### TRY IT
Transcribe all records, preserving every character.

DATA FOR THE TASK below:

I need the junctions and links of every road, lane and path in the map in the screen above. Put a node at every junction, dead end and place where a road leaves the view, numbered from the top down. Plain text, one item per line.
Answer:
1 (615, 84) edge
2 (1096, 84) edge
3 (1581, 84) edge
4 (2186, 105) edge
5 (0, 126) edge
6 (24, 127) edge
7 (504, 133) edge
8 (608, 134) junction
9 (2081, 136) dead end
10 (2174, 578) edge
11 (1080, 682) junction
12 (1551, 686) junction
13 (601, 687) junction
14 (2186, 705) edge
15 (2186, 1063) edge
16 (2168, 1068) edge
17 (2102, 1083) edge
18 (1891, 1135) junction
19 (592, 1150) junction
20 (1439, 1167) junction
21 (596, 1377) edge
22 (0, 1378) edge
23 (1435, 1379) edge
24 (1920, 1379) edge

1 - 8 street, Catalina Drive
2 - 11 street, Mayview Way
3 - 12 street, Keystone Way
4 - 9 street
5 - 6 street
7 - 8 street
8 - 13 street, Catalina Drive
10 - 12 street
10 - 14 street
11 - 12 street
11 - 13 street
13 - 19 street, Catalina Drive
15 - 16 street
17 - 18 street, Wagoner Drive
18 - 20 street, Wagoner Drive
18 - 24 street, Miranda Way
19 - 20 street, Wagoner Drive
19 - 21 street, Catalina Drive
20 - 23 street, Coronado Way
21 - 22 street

End of DATA FOR THE TASK.

### ANSWER TO THIS PROBLEM
I need the junctions and links of every road, lane and path in the map in the screen above. Put a node at every junction, dead end and place where a road leaves the view, numbered from the top down. Plain text, one item per line.
Answer:
1 (615, 84) edge
2 (1096, 84) edge
3 (1581, 84) edge
4 (2186, 105) edge
5 (0, 126) edge
6 (24, 127) edge
7 (504, 133) edge
8 (608, 134) junction
9 (2081, 136) dead end
10 (2174, 578) edge
11 (1080, 682) junction
12 (1551, 686) junction
13 (601, 687) junction
14 (2186, 705) edge
15 (2186, 1063) edge
16 (2168, 1068) edge
17 (2102, 1083) edge
18 (1891, 1135) junction
19 (592, 1150) junction
20 (1439, 1167) junction
21 (596, 1377) edge
22 (0, 1378) edge
23 (1435, 1379) edge
24 (1920, 1379) edge

1 - 8 street, Catalina Drive
2 - 11 street, Mayview Way
3 - 12 street, Keystone Way
4 - 9 street
5 - 6 street
7 - 8 street
8 - 13 street, Catalina Drive
10 - 12 street
10 - 14 street
11 - 12 street
11 - 13 street
13 - 19 street, Catalina Drive
15 - 16 street
17 - 18 street, Wagoner Drive
18 - 20 street, Wagoner Drive
18 - 24 street, Miranda Way
19 - 20 street, Wagoner Drive
19 - 21 street, Catalina Drive
20 - 23 street, Coronado Way
21 - 22 street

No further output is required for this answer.